The UI component is as follows:
ui <- fluidPage( headerPanel(title = "X-Sell Recommendations"), sidebarLayout( sidebarPanel( sliderInput("Support", "Support threshold:", min = 0.01, max = 1.0, value = 0.01), sliderInput("Confidence", "Support threshold:", min = 0.05, max = 1.0, value = 0.05) ), mainPanel( tabsetPanel( id = 'xsell', tabPanel('Rules', DT::dataTableOutput('rulesTable')), tabPanel('Explore', plotOutput('explorePlot')), tabPanel('Item Groups', plotOutput('graphPlot')) ) ) ) )
We define the screen layout in this section. This section can also be kept in a separate file called UI.R
. The page is defined by two sections, a panel in the left, defined by sidebarPanel
, and a main section defined under mainPanel
. Inside the side bar, we have defined two slider controls for the support and confidence thresholds respectively. The main panel contains a tab-separated window, defined by tabPanel
.
The main panel has three tabs; each tab has a slot defined for the final set of rules, with their interest measures, a scatter plot for the rules, and finally the graph plot of the rules.
The server component is as follows:
server <- function(input, output) {
cross.sell.rules <- reactive({ support <- input$Support confidence <- input$Confidence cross.sell.rules <- find.rules( transactions.obj, support, confidence ) cross.sell.rules$rules <- as.character(cross.sell.rules$rules) return(cross.sell.rules) })
The cross.sell.rules
data frame is defined as a reactive component. When the values of the support and confidence thresholds change in the UI, cross.sell.rules
data frame will be recomputed. This frame will be served to the first page, where we have defined a slot for this table, called rulesTable
:
gen.rules <- reactive({ support <- input$Support confidence <- input$Confidence gen.rules <- get.rules( support, confidence ,transactions.obj) return(gen.rules) })
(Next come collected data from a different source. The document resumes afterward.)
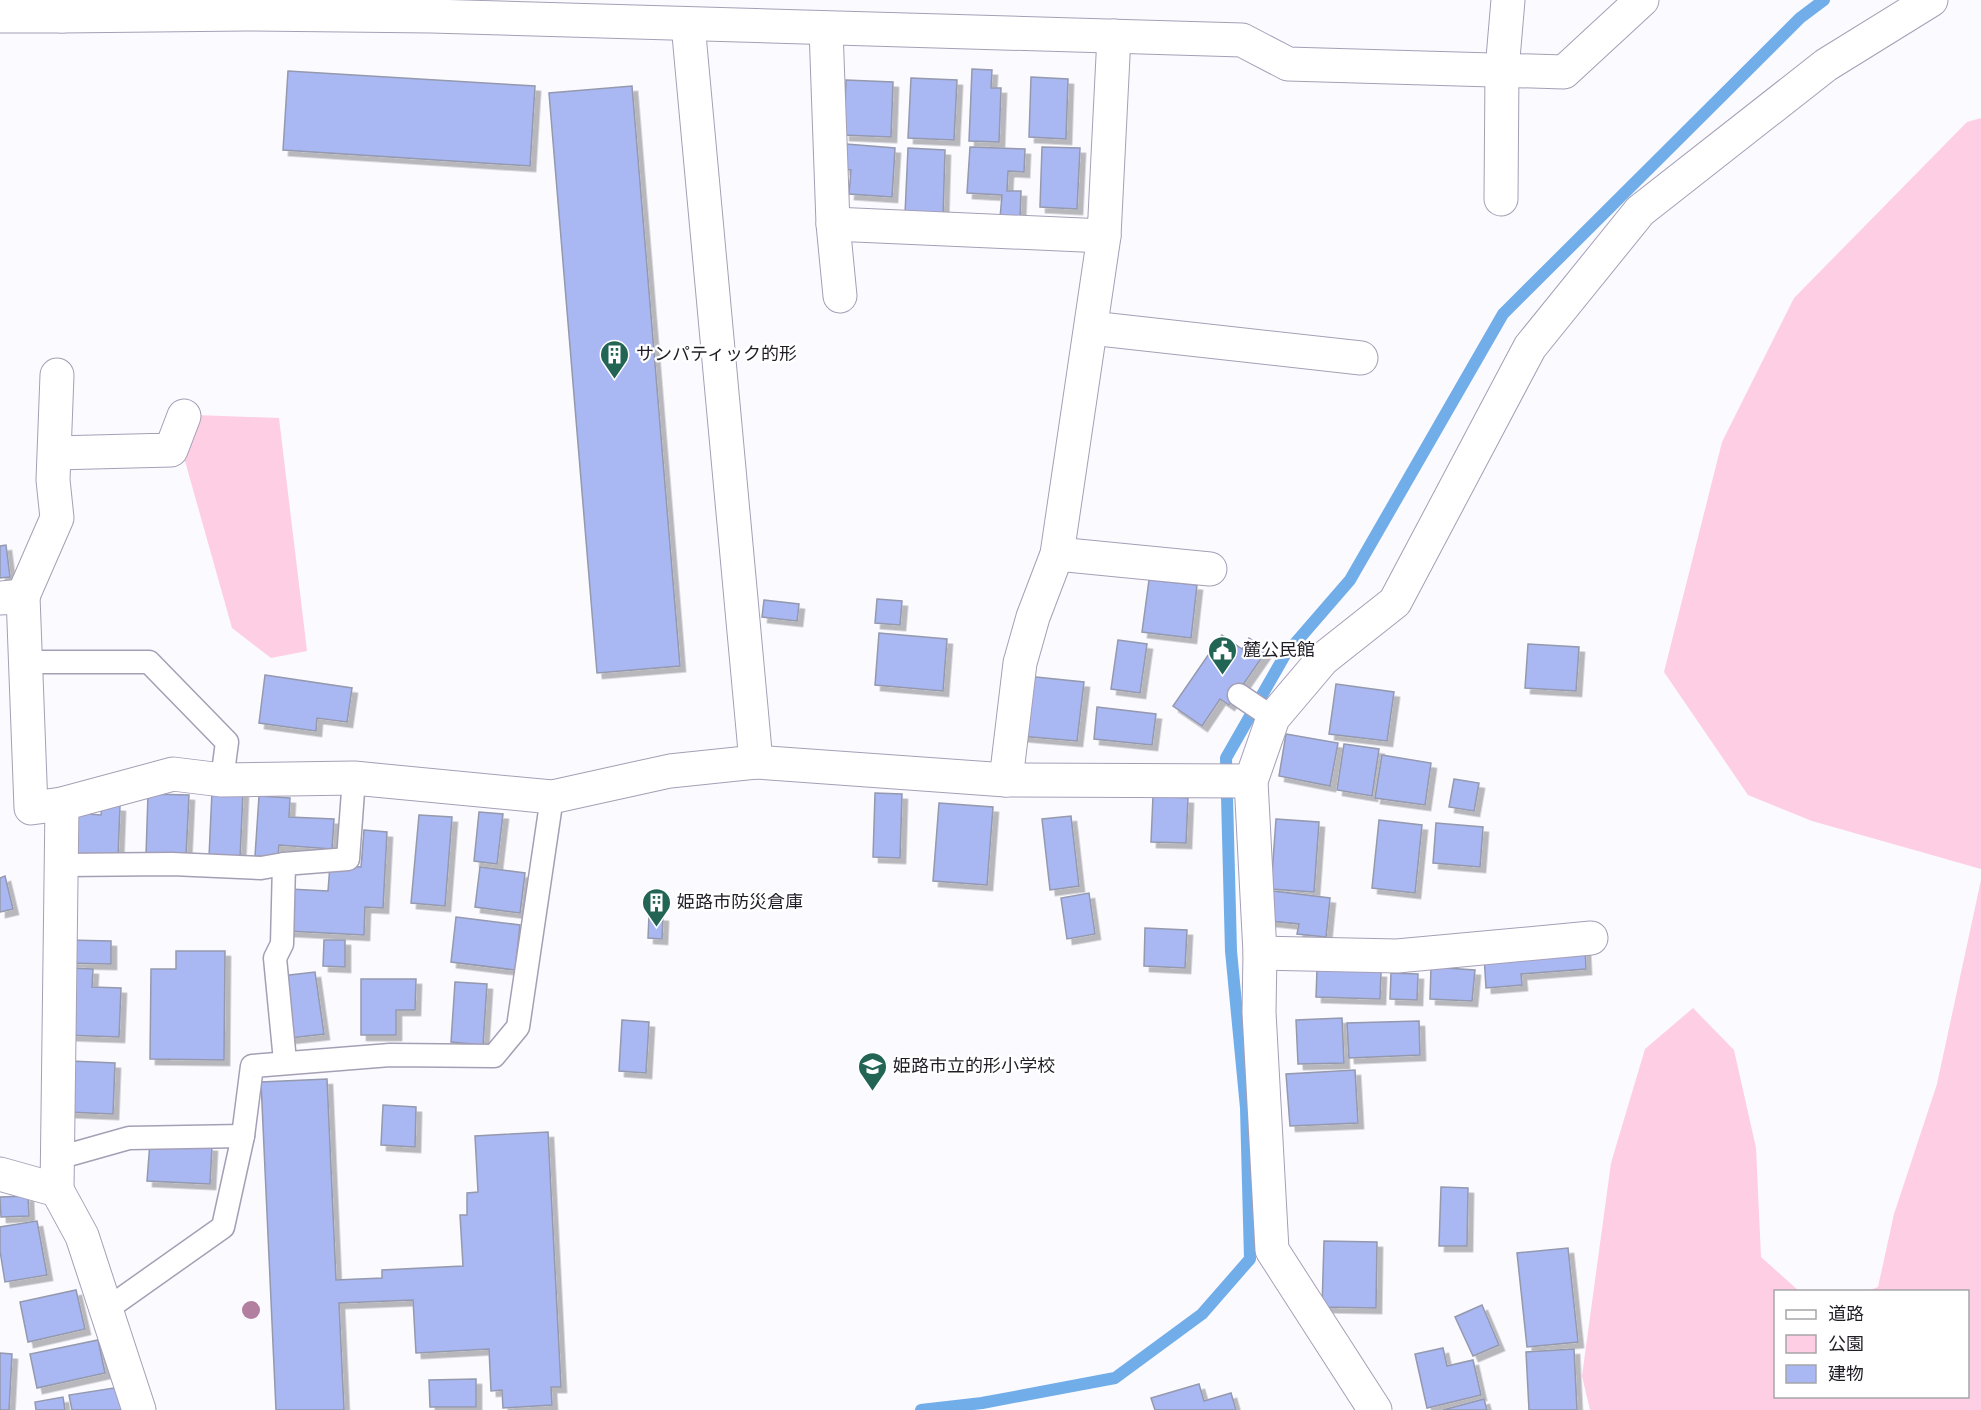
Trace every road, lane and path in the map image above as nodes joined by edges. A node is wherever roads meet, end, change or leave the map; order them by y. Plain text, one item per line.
1 (1508, 0) edge
2 (1641, 0) edge
3 (1931, 0) edge
4 (246, 7) edge
5 (62, 8) edge
6 (430, 8) edge
7 (0, 16) edge
8 (688, 24) junction
9 (826, 29) junction
10 (1114, 36) junction
11 (1502, 70) junction
12 (1500, 199) dead end
13 (833, 224) junction
14 (1104, 236) junction
15 (840, 296) dead end
16 (1091, 328) junction
17 (1361, 358) dead end
18 (57, 375) dead end
19 (184, 416) dead end
20 (55, 453) junction
21 (1057, 554) junction
22 (1210, 569) dead end
23 (11, 597) edge
24 (26, 662) junction
25 (1239, 695) dead end
26 (1273, 718) junction
27 (756, 762) junction
28 (354, 778) junction
29 (222, 780) junction
30 (1006, 780) junction
31 (1251, 781) junction
32 (552, 797) junction
33 (63, 804) junction
34 (284, 864) junction
35 (62, 865) junction
36 (1591, 938) dead end
37 (1260, 953) junction
38 (285, 1062) junction
39 (243, 1136) junction
40 (57, 1158) junction
41 (0, 1174) edge
42 (57, 1190) junction
43 (107, 1310) junction
44 (139, 1410) edge
45 (1375, 1410) edge

1 - 11 street
2 - 11 street
3 - 26 street
4 - 5 street
4 - 6 street
5 - 7 street
6 - 8 street
8 - 9 street
8 - 27 street
9 - 10 street
9 - 13 street
10 - 11 street
10 - 14 street
11 - 12 street
13 - 14 street
13 - 15 street
14 - 16 street
16 - 17 street
16 - 21 street
18 - 20 street
19 - 20 street
20 - 23 street
21 - 22 street
21 - 30 street
23 - 24 street
24 - 29 lane
24 - 33 street
25 - 26 lane
26 - 31 street
27 - 30 street
27 - 32 street
28 - 29 street
28 - 32 street
28 - 34 lane
29 - 33 street
30 - 31 street
31 - 37 street
32 - 38 lane
33 - 35 street
34 - 35 lane
34 - 38 lane
35 - 40 street
36 - 37 street
37 - 45 street
38 - 39 lane
39 - 40 lane
39 - 43 lane
40 - 42 street
41 - 42 street
42 - 43 street
43 - 44 street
This reactive component retrieves the calculations and returns the rules object every time the support or/and confidence threshold is changed by the user in the UI:
output$rulesTable <- DT::renderDataTable({ cross.sell.rules() })
The preceding code renders the data frame back to the UI:
output$graphPlot <- renderPlot({ g <-plot.graph(cross.sell.rules()) plot(g) }) output$explorePlot <- renderPlot({ plot(x = gen.rules(), method = NULL, measure = "support", shading = "lift", interactive = FALSE) }) }
The preceding two pieces of code render the plot back to the UI.